***** Material shown
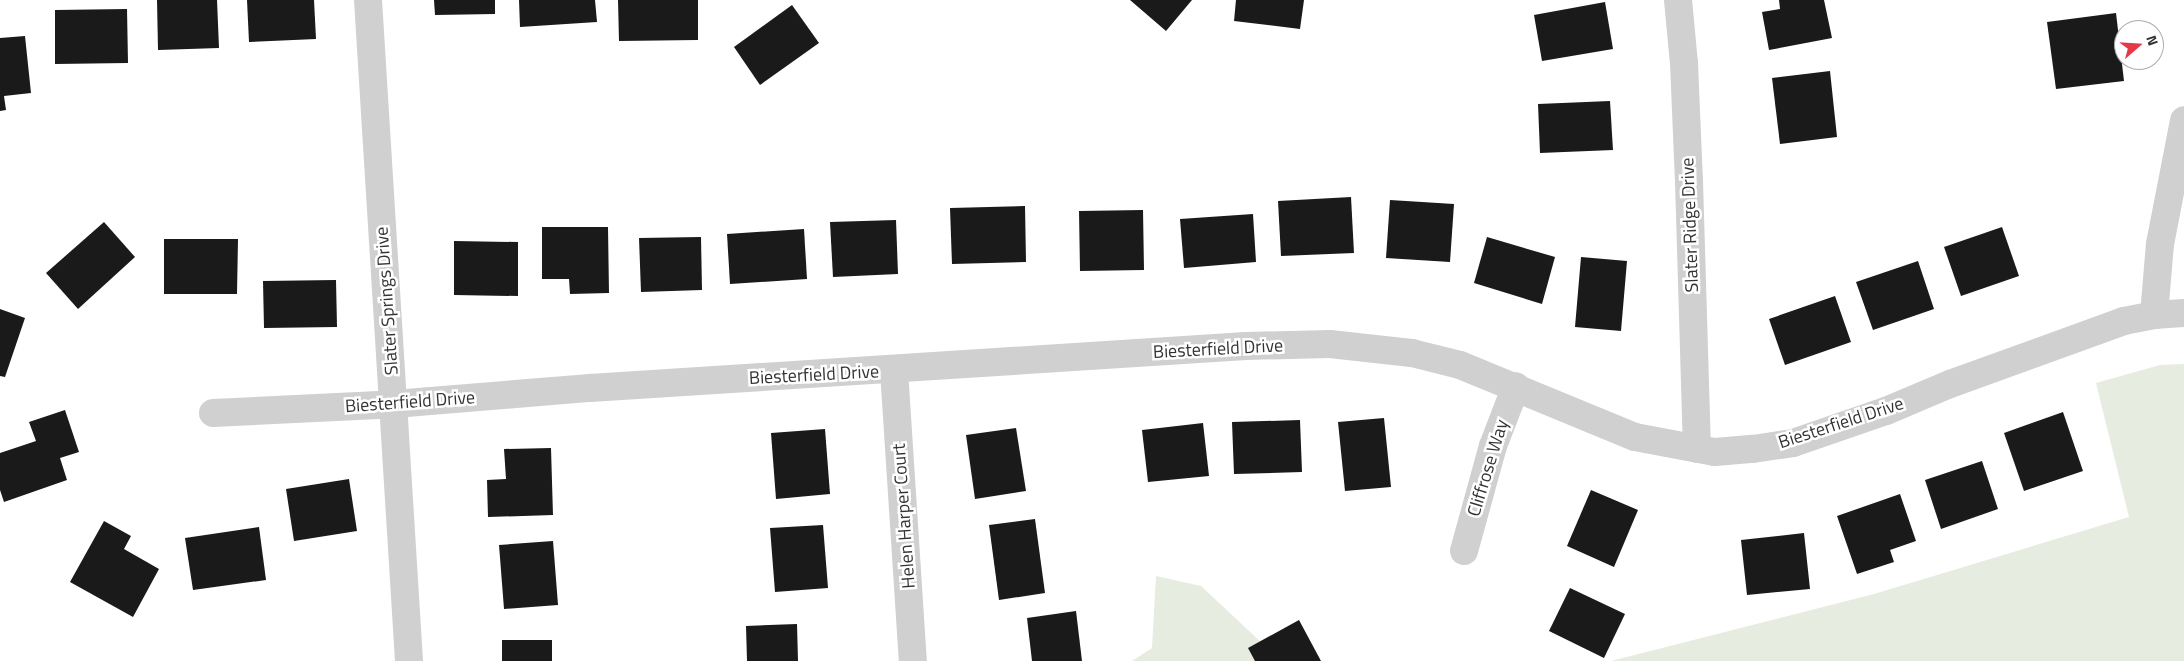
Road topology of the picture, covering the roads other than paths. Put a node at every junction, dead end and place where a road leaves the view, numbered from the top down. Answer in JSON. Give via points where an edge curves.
{"nodes":[{"id":1,"x":368,"y":0,"type":"edge"},
{"id":2,"x":1678,"y":0,"type":"edge"},
{"id":3,"x":2184,"y":120,"type":"edge"},
{"id":4,"x":2184,"y":313,"type":"edge"},
{"id":5,"x":2154,"y":315,"type":"junction"},
{"id":6,"x":894,"y":370,"type":"junction"},
{"id":7,"x":1516,"y":386,"type":"junction"},
{"id":8,"x":394,"y":404,"type":"junction"},
{"id":9,"x":213,"y":413,"type":"dead end"},
{"id":10,"x":1696,"y":449,"type":"junction"},
{"id":11,"x":1464,"y":551,"type":"dead end"},
{"id":12,"x":409,"y":661,"type":"edge"},
{"id":13,"x":913,"y":661,"type":"edge"}],
"edges":[{"from":1,"to":8,"type":"street","name":"Slater Springs Drive"},
{"from":2,"to":10,"type":"street","name":"Slater Ridge Drive","via":[[1689,171]]},
{"from":3,"to":5,"type":"street","via":[[2160,244]]},
{"from":4,"to":5,"type":"street","name":"Biesterfield Drive"},
{"from":5,"to":10,"type":"street","name":"Biesterfield Drive","via":[[2115,324],[1950,384],[1886,411],[1793,442],[1715,452]]},
{"from":6,"to":7,"type":"street","name":"Biesterfield Drive","via":[[1246,346],[1330,344],[1412,353],[1460,364]]},
{"from":6,"to":8,"type":"street","name":"Biesterfield Drive","via":[[590,388]]},
{"from":6,"to":13,"type":"street","name":"Helen Harper Court"},
{"from":7,"to":10,"type":"street","name":"Biesterfield Drive","via":[[1635,437]]},
{"from":7,"to":11,"type":"street","name":"Cliffrose Way","via":[[1493,446]]},
{"from":8,"to":9,"type":"street","name":"Biesterfield Drive"},
{"from":8,"to":12,"type":"street","name":"Slater Springs Drive"}]}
**********
# How to complete this task
Would you output all of the entries above exactly, keeping the pictures out?

# Response
Road topology of the picture, covering the roads other than paths. Put a node at every junction, dead end and place where a road leaves the view, numbered from the top down. Answer in JSON. Give via points where an edge curves.
{"nodes":[{"id":1,"x":368,"y":0,"type":"edge"},
{"id":2,"x":1678,"y":0,"type":"edge"},
{"id":3,"x":2184,"y":120,"type":"edge"},
{"id":4,"x":2184,"y":313,"type":"edge"},
{"id":5,"x":2154,"y":315,"type":"junction"},
{"id":6,"x":894,"y":370,"type":"junction"},
{"id":7,"x":1516,"y":386,"type":"junction"},
{"id":8,"x":394,"y":404,"type":"junction"},
{"id":9,"x":213,"y":413,"type":"dead end"},
{"id":10,"x":1696,"y":449,"type":"junction"},
{"id":11,"x":1464,"y":551,"type":"dead end"},
{"id":12,"x":409,"y":661,"type":"edge"},
{"id":13,"x":913,"y":661,"type":"edge"}],
"edges":[{"from":1,"to":8,"type":"street","name":"Slater Springs Drive"},
{"from":2,"to":10,"type":"street","name":"Slater Ridge Drive","via":[[1689,171]]},
{"from":3,"to":5,"type":"street","via":[[2160,244]]},
{"from":4,"to":5,"type":"street","name":"Biesterfield Drive"},
{"from":5,"to":10,"type":"street","name":"Biesterfield Drive","via":[[2115,324],[1950,384],[1886,411],[1793,442],[1715,452]]},
{"from":6,"to":7,"type":"street","name":"Biesterfield Drive","via":[[1246,346],[1330,344],[1412,353],[1460,364]]},
{"from":6,"to":8,"type":"street","name":"Biesterfield Drive","via":[[590,388]]},
{"from":6,"to":13,"type":"street","name":"Helen Harper Court"},
{"from":7,"to":10,"type":"street","name":"Biesterfield Drive","via":[[1635,437]]},
{"from":7,"to":11,"type":"street","name":"Cliffrose Way","via":[[1493,446]]},
{"from":8,"to":9,"type":"street","name":"Biesterfield Drive"},
{"from":8,"to":12,"type":"street","name":"Slater Springs Drive"}]}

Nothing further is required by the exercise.